Bonus Demografi di Ujung Tanduk?

Melemahnya daya saing ini datang di saat krusial—ketika Indonesia tengah memasuki era bonus demografi, yang secara teori bisa mendorong pertumbuhan ekonomi jangka panjang.

Namun, survei IMD WCC mengungkap bahwa 66,1% eksekutif di Indonesia percaya kurangnya peluang ekonomi menjadi pemicu polarisasi sosial. 

Ini berkaitan erat dengan lemahnya institusi, SDM yang tidak siap, serta infrastruktur yang belum merata.

“Kalau kita tidak segera berbenah, bonus demografi ini bisa berubah jadi beban demografi,” kata Nailul Huda. 

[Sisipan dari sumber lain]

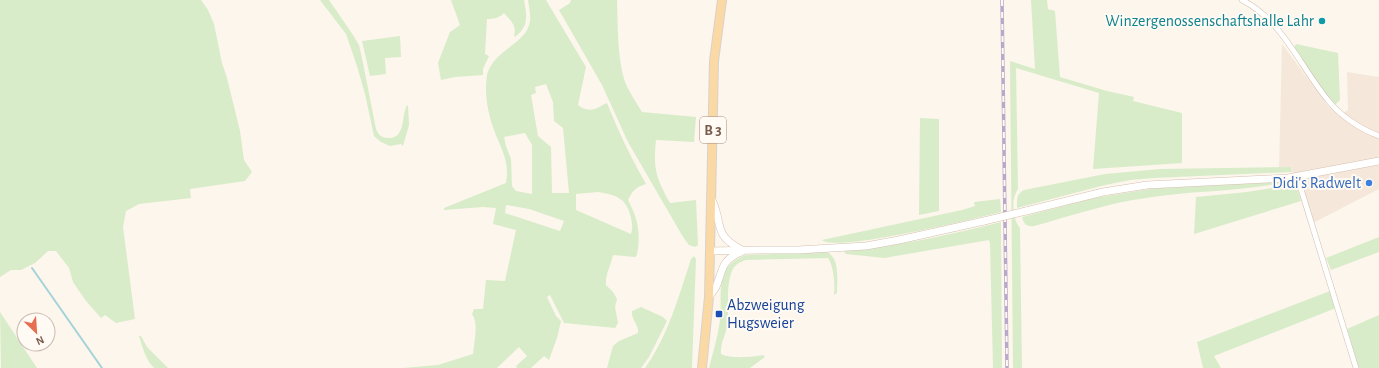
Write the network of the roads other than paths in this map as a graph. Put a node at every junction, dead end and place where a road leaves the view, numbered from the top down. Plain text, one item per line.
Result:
1 (722, 0) edge
2 (1242, 0) edge
3 (1379, 136) edge
4 (1379, 161) edge
5 (1297, 176) junction
6 (712, 200) junction
7 (710, 251) junction
8 (744, 251) junction
9 (709, 298) junction
10 (702, 368) edge
11 (1356, 368) edge

1 - 6 main road, B 3
2 - 3 street
4 - 5 street
5 - 8 street, bridge
5 - 11 street
6 - 7 main road, B 3
6 - 8 street
7 - 8 street
7 - 9 main road, B 3
8 - 9 street
9 - 10 main road, B 3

Ia menyarankan agar pemerintah fokus pada peningkatan kualitas SDM, mencabut hambatan usaha seperti premanisme dan pungli, serta meninjau ulang keterlibatan militer dalam ekonomi.

Apa Selanjutnya? 

Berbagai pakar dan pelaku usaha menyampaikan sejumlah rekomendasi konkret:

Reformasi Struktural dan Deregulasi: Perlu percepatan penyederhanaan regulasi dan peningkatan transparansi kebijakan.

Penguatan SDM: Pemerintah diminta memprioritaskan pendidikan dan pelatihan vokasi agar produktivitas meningkat.

Investasi Infrastruktur yang Tepat Sasaran: Infrastruktur digital dan fisik harus dibangun secara merata, tidak hanya di Pulau Jawa.

Profesionalisasi Sektor Ekonomi: Hindari penempatan aktor non-profesional di posisi strategis ekonomi, demi menjaga kepercayaan pasar.

Indonesia menghadapi ujian besar. Penurunan daya saing bukan hanya soal ranking—tapi juga soal masa depan pertumbuhan ekonomi, kepercayaan investor, dan kesejahteraan rakyat. Jika tak segera ditangani, efek domino-nya bisa jauh lebih dalam dari sekadar peringkat.